You could rewrite Katrina in so many ways. They could have evacuated everybody. What if the government had actually used all available resources, the way they would have if Westchester [a prosperous county in suburban New York] had been hit by disaster, or Manhattan? Look at how well things worked in 9/11 [also the subject of several chapters in Solnit's book], where people were seen as victims and all possible assistance was marshaled, and for the most part volunteer efforts were allowed to go forward.

A lot of good stuff happened in New Orleans anyway. I saw a photograph of bumper-to-bumper traffic, with good old boys from the surrounding region driving into the city the day after Katrina to unload their boats, so that they could rescue people who were strangers to them, even as those strangers were being demonized by the mass media. The lack of culpability among the mass media is astounding - the fear-mongering, the way they broke down their standards of verifying things, really contributed to the panic of the elites, the demonization, and the lack of aid, though reporters on the ground gave up being "objective" in another way to express outrage, grief and compassion for New Orleanians.

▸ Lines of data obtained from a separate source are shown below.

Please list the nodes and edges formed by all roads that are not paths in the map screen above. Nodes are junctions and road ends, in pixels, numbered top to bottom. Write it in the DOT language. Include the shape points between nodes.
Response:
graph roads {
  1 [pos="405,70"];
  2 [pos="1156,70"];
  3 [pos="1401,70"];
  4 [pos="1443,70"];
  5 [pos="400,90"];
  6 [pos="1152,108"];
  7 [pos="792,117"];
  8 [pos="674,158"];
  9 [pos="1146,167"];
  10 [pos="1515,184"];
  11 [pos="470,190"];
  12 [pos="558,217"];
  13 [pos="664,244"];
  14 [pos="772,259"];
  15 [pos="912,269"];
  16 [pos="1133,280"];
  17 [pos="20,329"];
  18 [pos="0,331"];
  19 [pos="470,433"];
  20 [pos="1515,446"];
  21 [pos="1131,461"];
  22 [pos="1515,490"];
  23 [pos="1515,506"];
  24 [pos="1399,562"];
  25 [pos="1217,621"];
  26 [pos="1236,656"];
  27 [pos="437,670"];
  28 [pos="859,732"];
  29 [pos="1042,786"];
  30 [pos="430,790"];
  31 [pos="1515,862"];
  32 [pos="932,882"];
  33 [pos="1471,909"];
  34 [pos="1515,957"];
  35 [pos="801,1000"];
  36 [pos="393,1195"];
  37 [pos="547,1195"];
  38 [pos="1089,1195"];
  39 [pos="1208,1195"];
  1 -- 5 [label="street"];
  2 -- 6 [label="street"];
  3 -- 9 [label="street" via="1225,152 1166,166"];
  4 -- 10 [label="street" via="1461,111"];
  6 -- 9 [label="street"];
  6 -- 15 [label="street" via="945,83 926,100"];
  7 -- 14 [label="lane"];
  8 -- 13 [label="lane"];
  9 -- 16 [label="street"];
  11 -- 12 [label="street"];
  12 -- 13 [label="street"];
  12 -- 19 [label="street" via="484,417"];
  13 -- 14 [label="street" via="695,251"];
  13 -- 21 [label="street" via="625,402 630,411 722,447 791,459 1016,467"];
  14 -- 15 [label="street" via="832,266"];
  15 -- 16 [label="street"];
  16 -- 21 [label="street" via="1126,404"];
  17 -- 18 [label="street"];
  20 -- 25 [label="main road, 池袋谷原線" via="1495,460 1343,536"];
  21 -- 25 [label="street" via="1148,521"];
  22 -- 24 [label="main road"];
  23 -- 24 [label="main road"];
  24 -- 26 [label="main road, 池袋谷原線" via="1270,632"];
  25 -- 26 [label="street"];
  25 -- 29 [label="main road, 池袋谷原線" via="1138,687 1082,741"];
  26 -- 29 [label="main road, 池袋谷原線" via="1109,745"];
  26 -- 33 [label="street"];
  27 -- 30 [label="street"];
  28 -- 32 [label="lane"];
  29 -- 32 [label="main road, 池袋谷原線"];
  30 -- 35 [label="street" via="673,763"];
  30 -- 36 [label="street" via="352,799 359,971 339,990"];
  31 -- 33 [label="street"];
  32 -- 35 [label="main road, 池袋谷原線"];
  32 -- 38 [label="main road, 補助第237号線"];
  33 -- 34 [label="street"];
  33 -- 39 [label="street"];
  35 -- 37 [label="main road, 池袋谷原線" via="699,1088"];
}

So all in all, it was a perfect storm of weather, and engineering disasters and levees, and a social disaster with no evacuation resources for the poor, even though people were ordered to evacuate. The poor performance had consequences. Bush's own pollster credits Katrina with being the end of the Bush administration's mandate from heaven. It's a huge watershed moment, making people come to terms with poverty again, and racism. And the incompetence and sheer unreality of the Bush administration's worldview.